Smokey peers out into the clearing again, clutching his helmet. Shifty drops, loose-limbed and easy, back into the hole.

“You tied yourself to the tree,” he prompts, ready for the rest.

 

 **Little red.**

“Hey.” Someone is thumping him on the shoulder. “Hey, Eugene, wake up.”

Gene comes out of sleep too fast, not sure he’s fully passed into the real world again. “Jesus, Doc, you always this dopey? Come on, you’re missin’ rounds.” The edges of things are too sharp, the light nothing but incisions on the air. Heffron crouches closer, frowning. His nose and cheeks are red enough to match his hair. “Hey, you with me?”

He takes a breath, sucks in too much frigid air and regrets it. “Anybody hurt?” he rasps. Heffron steadies himself on his feet.
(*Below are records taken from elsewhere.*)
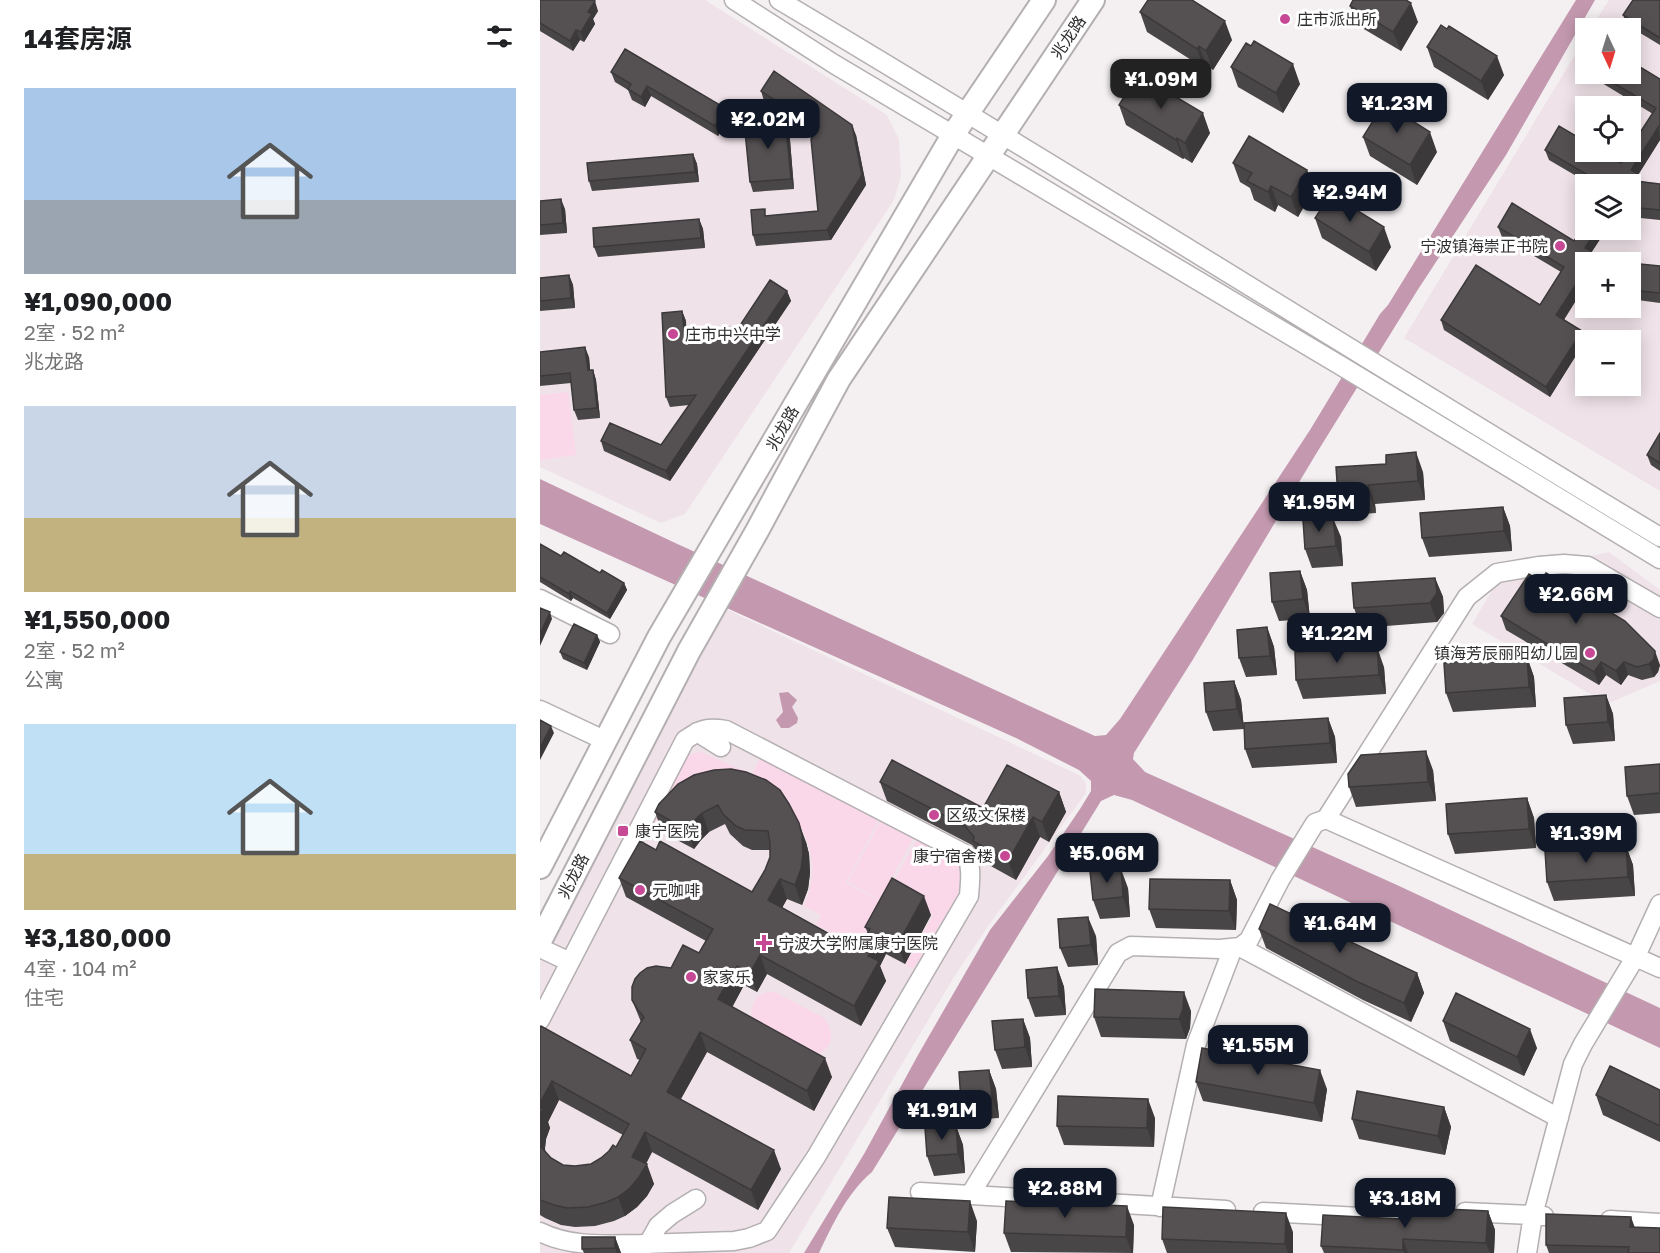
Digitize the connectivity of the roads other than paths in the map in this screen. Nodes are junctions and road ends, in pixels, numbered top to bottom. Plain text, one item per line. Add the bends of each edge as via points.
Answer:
1 (779, 0) edge
2 (1044, 0) edge
3 (1093, 0) edge
4 (742, 2) edge
5 (967, 113) junction
6 (953, 135) junction
7 (1003, 135) junction
8 (988, 156) junction
9 (1660, 537) edge
10 (1660, 559) edge
11 (540, 599) edge
12 (1660, 608) edge
13 (610, 634) dead end
14 (540, 710) edge
15 (697, 732) junction
16 (604, 740) junction
17 (721, 747) dead end
18 (1326, 819) junction
19 (540, 867) edge
20 (1660, 904) edge
21 (540, 941) edge
22 (540, 948) edge
23 (1237, 948) junction
24 (1636, 956) junction
25 (570, 962) junction
26 (1660, 968) edge
27 (540, 1020) edge
28 (1559, 1118) junction
29 (920, 1192) dead end
30 (969, 1195) junction
31 (696, 1199) dead end
32 (1160, 1207) junction
33 (1533, 1215) junction
34 (1556, 1217) edge
35 (1591, 1219) edge
36 (1660, 1223) edge
37 (540, 1232) edge
38 (644, 1247) edge
39 (1527, 1253) edge

1 - 5 street
2 - 5 main road, 兆龙路
3 - 7 main road, 兆龙路
4 - 6 street via 834,64
5 - 6 main road, 兆龙路
5 - 7 street
6 - 8 street
6 - 16 main road, 兆龙路 via 659,637
7 - 8 main road, 兆龙路
7 - 9 street
8 - 10 street
8 - 21 main road, 兆龙路 via 839,379 689,651
11 - 13 street
12 - 18 street via 1588,566 1548,565 1497,573 1467,597
14 - 16 street
15 - 17 street
15 - 25 street via 685,740
15 - 38 street via 726,730 967,855 971,878 969,896 816,1157 766,1231 734,1241
16 - 19 main road, 兆龙路
18 - 23 street via 1315,823 1250,940
18 - 24 street
20 - 24 street
22 - 25 street
23 - 28 street
23 - 30 street via 1131,946 1118,953
23 - 32 street via 1196,1045
24 - 26 street
24 - 28 street via 1573,1064
25 - 27 street
28 - 33 street
29 - 30 street
30 - 32 street
31 - 38 street via 658,1226
32 - 33 street via 1380,1218 1423,1209
33 - 34 street
33 - 39 street
35 - 36 street
37 - 38 street via 564,1242

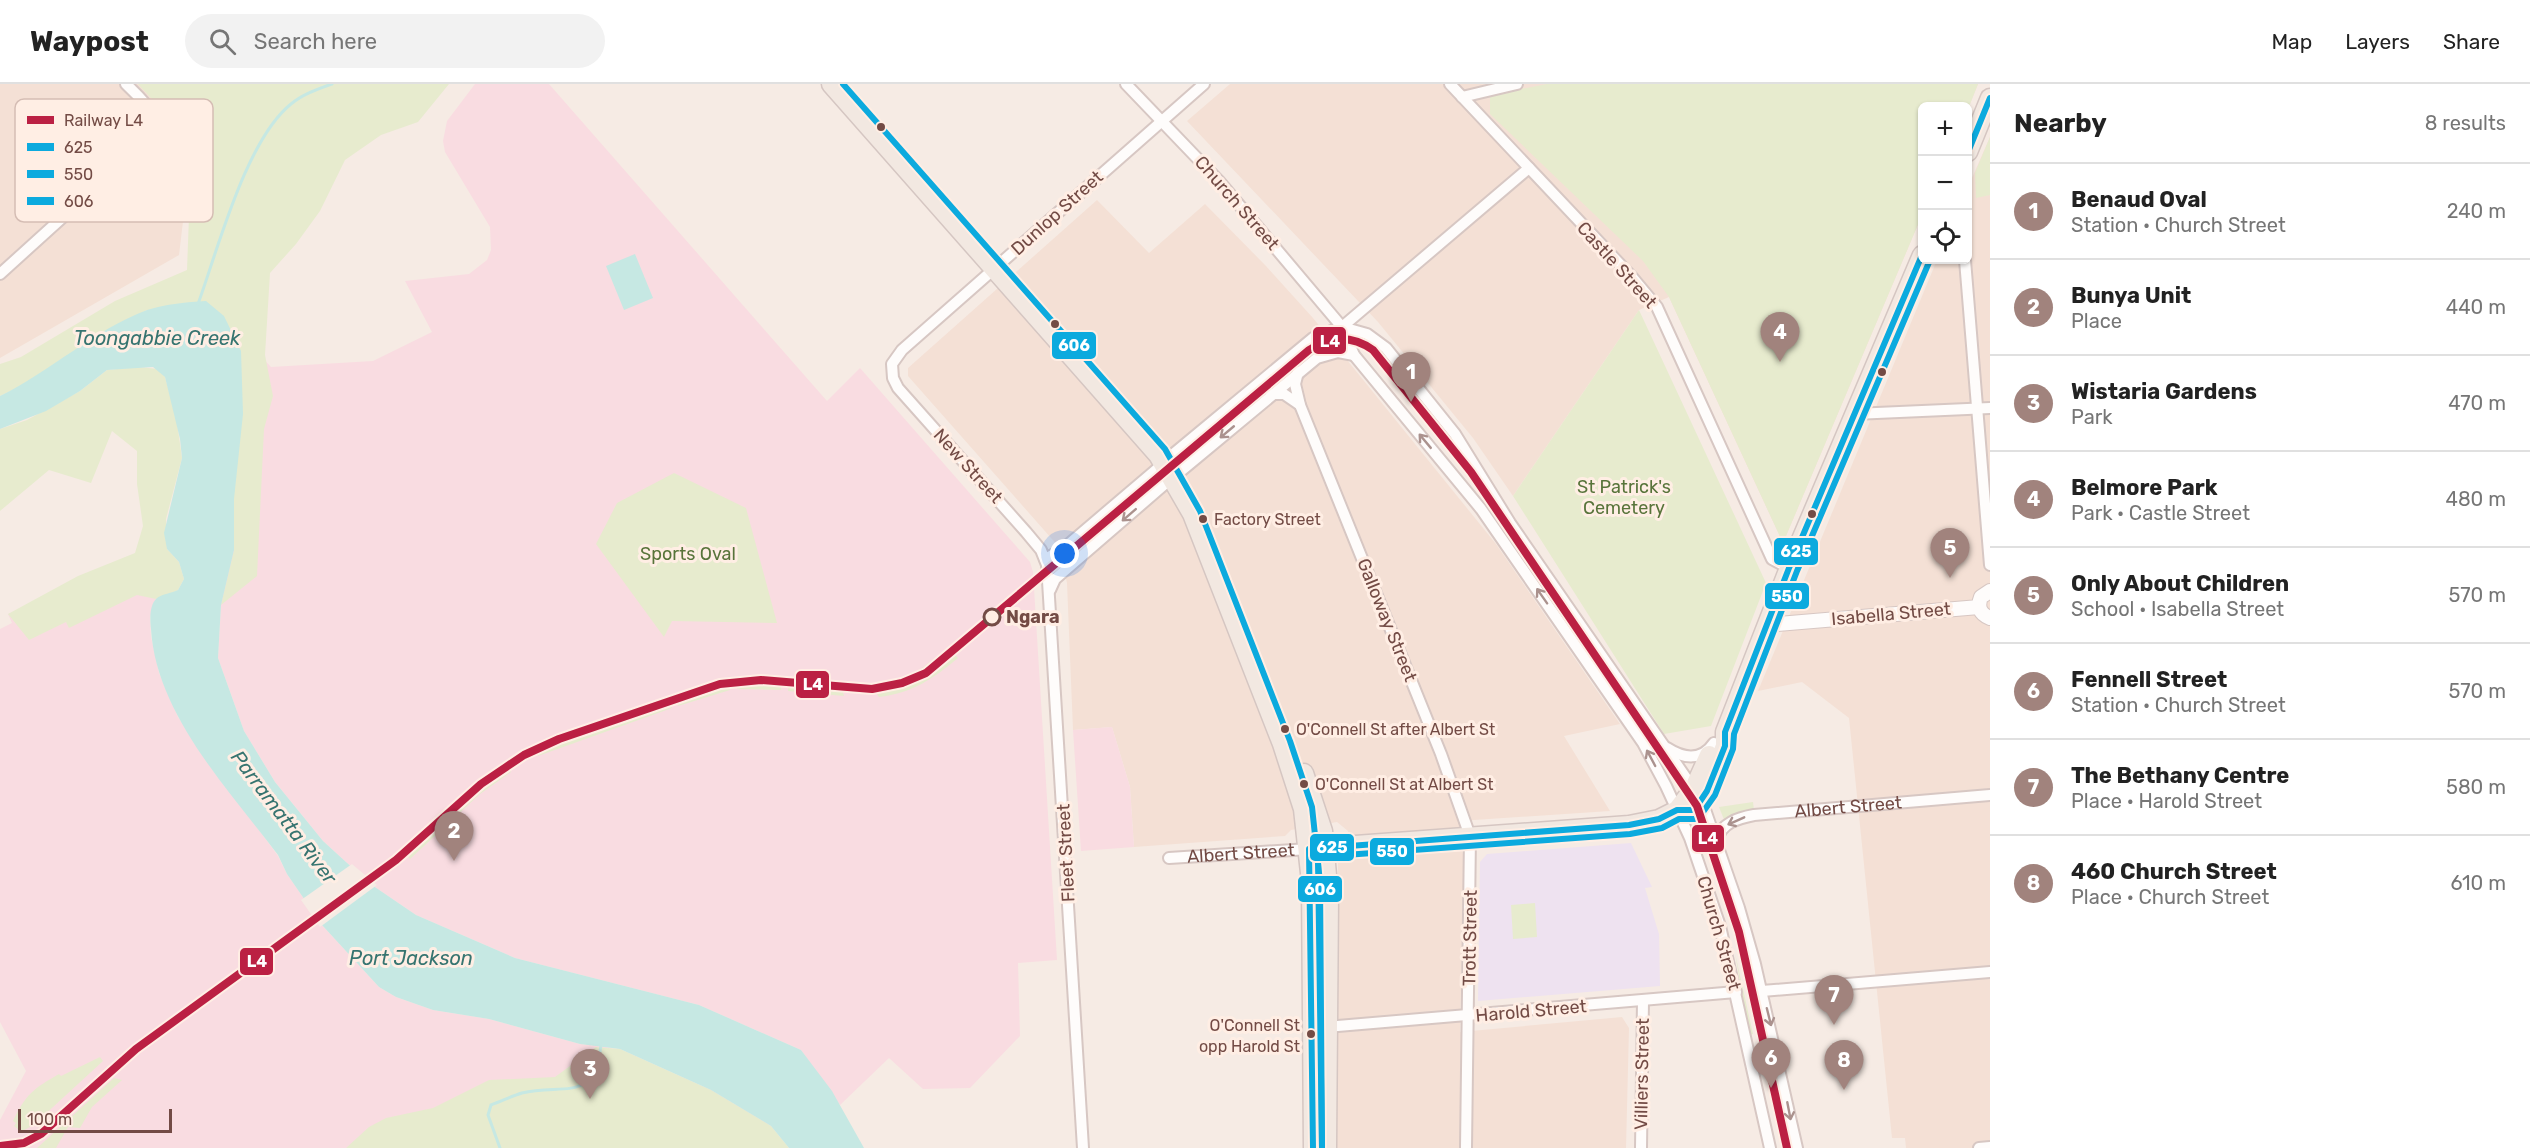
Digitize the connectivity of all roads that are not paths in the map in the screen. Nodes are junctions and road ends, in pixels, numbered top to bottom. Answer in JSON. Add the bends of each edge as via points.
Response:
{"nodes":[{"id":1,"x":126,"y":84,"type":"edge"},
{"id":2,"x":831,"y":84,"type":"edge"},
{"id":3,"x":846,"y":84,"type":"edge"},
{"id":4,"x":1126,"y":84,"type":"edge"},
{"id":5,"x":1204,"y":84,"type":"edge"},
{"id":6,"x":1450,"y":84,"type":"edge"},
{"id":7,"x":1517,"y":84,"type":"edge"},
{"id":8,"x":1462,"y":97,"type":"junction"},
{"id":9,"x":1990,"y":98,"type":"edge"},
{"id":10,"x":139,"y":99,"type":"edge"},
{"id":11,"x":1161,"y":120,"type":"junction"},
{"id":12,"x":1972,"y":142,"type":"edge"},
{"id":13,"x":1529,"y":168,"type":"junction"},
{"id":14,"x":57,"y":222,"type":"edge"},
{"id":15,"x":1919,"y":264,"type":"edge"},
{"id":16,"x":1965,"y":264,"type":"edge"},
{"id":17,"x":999,"y":265,"type":"junction"},
{"id":18,"x":0,"y":274,"type":"edge"},
{"id":19,"x":1342,"y":327,"type":"junction"},
{"id":20,"x":1332,"y":353,"type":"junction"},
{"id":21,"x":1354,"y":355,"type":"junction"},
{"id":22,"x":892,"y":372,"type":"joint"},
{"id":23,"x":1298,"y":372,"type":"junction"},
{"id":24,"x":1271,"y":394,"type":"junction"},
{"id":25,"x":1300,"y":405,"type":"junction"},
{"id":26,"x":1990,"y":408,"type":"edge"},
{"id":27,"x":1977,"y":410,"type":"junction"},
{"id":28,"x":1854,"y":414,"type":"junction"},
{"id":29,"x":1172,"y":466,"type":"junction"},
{"id":30,"x":1045,"y":559,"type":"junction"},
{"id":31,"x":1990,"y":565,"type":"edge"},
{"id":32,"x":1789,"y":568,"type":"junction"},
{"id":33,"x":1050,"y":590,"type":"junction"},
{"id":34,"x":1990,"y":591,"type":"edge"},
{"id":35,"x":1979,"y":607,"type":"junction"},
{"id":36,"x":1990,"y":618,"type":"edge"},
{"id":37,"x":1767,"y":625,"type":"junction"},
{"id":38,"x":1720,"y":738,"type":"junction"},
{"id":39,"x":1664,"y":746,"type":"junction"},
{"id":40,"x":1698,"y":794,"type":"junction"},
{"id":41,"x":1990,"y":795,"type":"edge"},
{"id":42,"x":1677,"y":810,"type":"junction"},
{"id":43,"x":1470,"y":836,"type":"junction"},
{"id":44,"x":1717,"y":840,"type":"junction"},
{"id":45,"x":1316,"y":848,"type":"junction"},
{"id":46,"x":1169,"y":858,"type":"dead end"},
{"id":47,"x":1990,"y":972,"type":"edge"},
{"id":48,"x":1762,"y":991,"type":"junction"},
{"id":49,"x":1736,"y":992,"type":"junction"},
{"id":50,"x":1643,"y":1001,"type":"junction"},
{"id":51,"x":1469,"y":1016,"type":"junction"},
{"id":52,"x":1326,"y":1027,"type":"junction"},
{"id":53,"x":1990,"y":1147,"type":"edge"},
{"id":54,"x":1083,"y":1148,"type":"edge"},
{"id":55,"x":1313,"y":1148,"type":"edge"},
{"id":56,"x":1327,"y":1148,"type":"edge"},
{"id":57,"x":1466,"y":1148,"type":"edge"},
{"id":58,"x":1641,"y":1148,"type":"edge"},
{"id":59,"x":1770,"y":1148,"type":"edge"},
{"id":60,"x":1797,"y":1148,"type":"edge"},
{"id":61,"x":1979,"y":1148,"type":"edge"}],
"edges":[{"from":1,"to":10,"type":"street"},
{"from":2,"to":17,"type":"main road"},
{"from":3,"to":17,"type":"main road"},
{"from":4,"to":11,"type":"street","name":"Church Street"},
{"from":5,"to":11,"type":"street","name":"Dunlop Street"},
{"from":6,"to":8,"type":"street","name":"Castle Street"},
{"from":7,"to":8,"type":"street"},
{"from":8,"to":13,"type":"street","name":"Castle Street"},
{"from":9,"to":12,"type":"main road"},
{"from":11,"to":17,"type":"street","name":"Dunlop Street"},
{"from":11,"to":19,"type":"street","name":"Church Street","via":[[1245,211]]},
{"from":13,"to":19,"type":"street"},
{"from":13,"to":32,"type":"street","name":"Castle Street","via":[[1657,307],[1772,560]]},
{"from":14,"to":18,"type":"street"},
{"from":15,"to":28,"type":"main road"},
{"from":16,"to":27,"type":"street"},
{"from":17,"to":22,"type":"street","name":"Dunlop Street","via":[[902,350],[892,364]]},
{"from":17,"to":29,"type":"main road"},
{"from":19,"to":20,"type":"street"},
{"from":19,"to":21,"type":"street","name":"Church Street"},
{"from":19,"to":29,"type":"street","via":[[1314,338]]},
{"from":19,"to":39,"type":"street","name":"Church Street","via":[[1367,334],[1386,348],[1455,434],[1510,523]]},
{"from":20,"to":21,"type":"street"},
{"from":20,"to":23,"type":"street"},
{"from":42,"to":21,"type":"street","name":"Church Street","one_way":true,"via":[[1643,743],[1494,526]]},
{"from":22,"to":30,"type":"street","name":"New Street","via":[[898,388],[1026,532]]},
{"from":23,"to":24,"type":"street"},
{"from":23,"to":25,"type":"street","name":"Galloway Street","via":[[1295,387]]},
{"from":24,"to":25,"type":"street","via":[[1284,394]]},
{"from":24,"to":29,"type":"street","one_way":true},
{"from":25,"to":43,"type":"street","name":"Galloway Street","via":[[1441,754]]},
{"from":26,"to":27,"type":"street"},
{"from":27,"to":28,"type":"street"},
{"from":27,"to":31,"type":"street"},
{"from":28,"to":32,"type":"main road"},
{"from":29,"to":30,"type":"street"},
{"from":29,"to":33,"type":"street","one_way":true,"via":[[1054,579]]},
{"from":29,"to":45,"type":"main road","via":[[1196,496],[1308,782],[1321,822]]},
{"from":30,"to":33,"type":"street","name":"Fleet Street"},
{"from":32,"to":37,"type":"main road"},
{"from":33,"to":54,"type":"street","name":"Fleet Street"},
{"from":34,"to":35,"type":"street","via":[[1981,597]]},
{"from":35,"to":36,"type":"street"},
{"from":35,"to":37,"type":"street","name":"Isabella Street"},
{"from":37,"to":38,"type":"main road"},
{"from":38,"to":39,"type":"street","via":[[1694,757],[1682,756]]},
{"from":38,"to":40,"type":"main road","via":[[1725,746]]},
{"from":39,"to":40,"type":"street","name":"Church Street"},
{"from":40,"to":42,"type":"main road"},
{"from":40,"to":44,"type":"street","name":"Church Street"},
{"from":41,"to":44,"type":"street","name":"Albert Street","one_way":true,"via":[[1744,817],[1728,824]]},
{"from":42,"to":43,"type":"main road","name":"Albert Street","via":[[1659,819],[1629,825]]},
{"from":42,"to":49,"type":"street","name":"Church Street","via":[[1720,926]]},
{"from":43,"to":45,"type":"main road","name":"Albert Street"},
{"from":43,"to":51,"type":"street","name":"Trott Street"},
{"from":44,"to":48,"type":"street","name":"Church Street"},
{"from":45,"to":46,"type":"street","name":"Albert Street"},
{"from":45,"to":52,"type":"main road","via":[[1329,897]]},
{"from":45,"to":55,"type":"main road"},
{"from":47,"to":48,"type":"street"},
{"from":48,"to":60,"type":"street","name":"Church Street","one_way":true},
{"from":49,"to":50,"type":"street","name":"Harold Street"},
{"from":49,"to":59,"type":"street","name":"Church Street"},
{"from":50,"to":51,"type":"street","name":"Harold Street"},
{"from":50,"to":58,"type":"street","name":"Villiers Street"},
{"from":51,"to":52,"type":"street","name":"Harold Street"},
{"from":51,"to":57,"type":"street","name":"Trott Street"},
{"from":52,"to":56,"type":"main road"},
{"from":53,"to":61,"type":"street"}]}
“Nah, no worse than usual.” His eyes flick over Gene’s face. Gene can only imagine what he looks like: thin and lean and unshaven, two dark eyes that are done with seeing sights. Heffron hops into the foxhole and settles down next to him, perched on his heels like Gene waits against the trees. “I got somethin’ for you.” He busies himself with his musette bag; Gene doesn’t even look until he turns back around, two bandages and a syrette in one hand. “Spina found these, said you’d been lookin’ for extras.”

For a moment, for a thin half-second, Gene thinks they shouldn’t have done that, shouldn’t have sent him that. Having just a few makes a person hungry for more, makes him think he can help more with just that one extra piece. When there’s nothing, you know where you stand and what you can do.

God forgive him for such thoughts. He takes what Heffron offers him. “Thank you,” he says, and pushes himself onto two feet.

“Eh, no sweat.” Babe chuckles. “No kiddin’ on that, right?”

Gene looks at him, just looks at him, but the smile stays put. They both push themselves out of the foxhole, and set off to walk through the woods.


End file.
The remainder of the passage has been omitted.